• EXERCISE OBJECTIVE
Extract every line below that contains the word "points".

• Stored data

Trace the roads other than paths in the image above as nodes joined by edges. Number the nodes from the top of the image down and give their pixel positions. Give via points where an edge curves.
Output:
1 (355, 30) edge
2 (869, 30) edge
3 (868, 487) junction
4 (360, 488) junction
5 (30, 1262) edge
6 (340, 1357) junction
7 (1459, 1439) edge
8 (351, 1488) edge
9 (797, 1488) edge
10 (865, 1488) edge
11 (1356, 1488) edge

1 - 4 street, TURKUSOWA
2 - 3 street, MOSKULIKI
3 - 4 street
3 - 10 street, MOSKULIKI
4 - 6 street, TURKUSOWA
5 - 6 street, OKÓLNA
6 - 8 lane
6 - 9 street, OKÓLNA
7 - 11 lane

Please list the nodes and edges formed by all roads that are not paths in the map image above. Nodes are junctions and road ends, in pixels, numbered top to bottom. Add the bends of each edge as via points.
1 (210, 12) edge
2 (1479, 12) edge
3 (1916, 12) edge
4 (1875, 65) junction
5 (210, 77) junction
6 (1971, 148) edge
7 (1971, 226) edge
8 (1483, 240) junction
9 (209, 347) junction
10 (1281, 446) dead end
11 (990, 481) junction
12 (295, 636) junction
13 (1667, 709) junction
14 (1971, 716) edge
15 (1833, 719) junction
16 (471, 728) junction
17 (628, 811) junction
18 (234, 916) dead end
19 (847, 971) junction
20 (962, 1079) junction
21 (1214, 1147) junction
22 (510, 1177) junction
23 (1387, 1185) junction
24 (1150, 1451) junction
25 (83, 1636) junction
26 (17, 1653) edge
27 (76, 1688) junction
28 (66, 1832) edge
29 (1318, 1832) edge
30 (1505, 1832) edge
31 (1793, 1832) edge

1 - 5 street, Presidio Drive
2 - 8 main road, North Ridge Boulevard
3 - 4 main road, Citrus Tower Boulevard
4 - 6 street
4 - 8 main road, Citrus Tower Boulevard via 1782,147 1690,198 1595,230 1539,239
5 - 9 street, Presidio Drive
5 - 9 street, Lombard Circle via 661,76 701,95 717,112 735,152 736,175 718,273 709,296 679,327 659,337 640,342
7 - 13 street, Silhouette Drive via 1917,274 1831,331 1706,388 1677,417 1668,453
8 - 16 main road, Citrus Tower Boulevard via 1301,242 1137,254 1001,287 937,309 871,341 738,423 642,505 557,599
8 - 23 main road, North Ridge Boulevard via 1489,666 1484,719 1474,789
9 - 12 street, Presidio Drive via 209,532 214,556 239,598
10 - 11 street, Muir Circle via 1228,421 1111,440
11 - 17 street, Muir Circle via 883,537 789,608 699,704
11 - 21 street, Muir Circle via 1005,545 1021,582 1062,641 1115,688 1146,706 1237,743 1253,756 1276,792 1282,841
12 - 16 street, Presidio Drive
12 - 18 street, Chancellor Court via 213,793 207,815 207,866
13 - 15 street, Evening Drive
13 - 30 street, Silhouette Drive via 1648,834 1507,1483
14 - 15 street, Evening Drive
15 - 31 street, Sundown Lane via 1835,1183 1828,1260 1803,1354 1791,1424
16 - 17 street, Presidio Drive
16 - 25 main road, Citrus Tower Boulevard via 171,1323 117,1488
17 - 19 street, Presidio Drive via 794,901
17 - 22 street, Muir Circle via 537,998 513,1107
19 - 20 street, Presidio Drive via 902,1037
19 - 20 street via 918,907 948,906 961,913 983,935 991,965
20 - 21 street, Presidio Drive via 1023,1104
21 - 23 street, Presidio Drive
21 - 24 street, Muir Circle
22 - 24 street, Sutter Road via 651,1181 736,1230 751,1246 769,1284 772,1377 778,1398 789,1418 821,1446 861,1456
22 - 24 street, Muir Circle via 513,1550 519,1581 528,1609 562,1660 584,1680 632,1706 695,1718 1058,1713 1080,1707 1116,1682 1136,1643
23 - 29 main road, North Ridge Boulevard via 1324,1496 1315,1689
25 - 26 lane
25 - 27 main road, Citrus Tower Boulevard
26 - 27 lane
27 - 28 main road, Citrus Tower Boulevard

• COMPLETED EXERCISE
Trace the roads other than paths in the image above as nodes joined by edges. Number the nodes from the top of the image down and give their pixel positions. Give via points where an edge curves.
Please list the nodes and edges formed by all roads that are not paths in the map image above. Nodes are junctions and road ends, in pixels, numbered top to bottom. Add the bends of each edge as via points.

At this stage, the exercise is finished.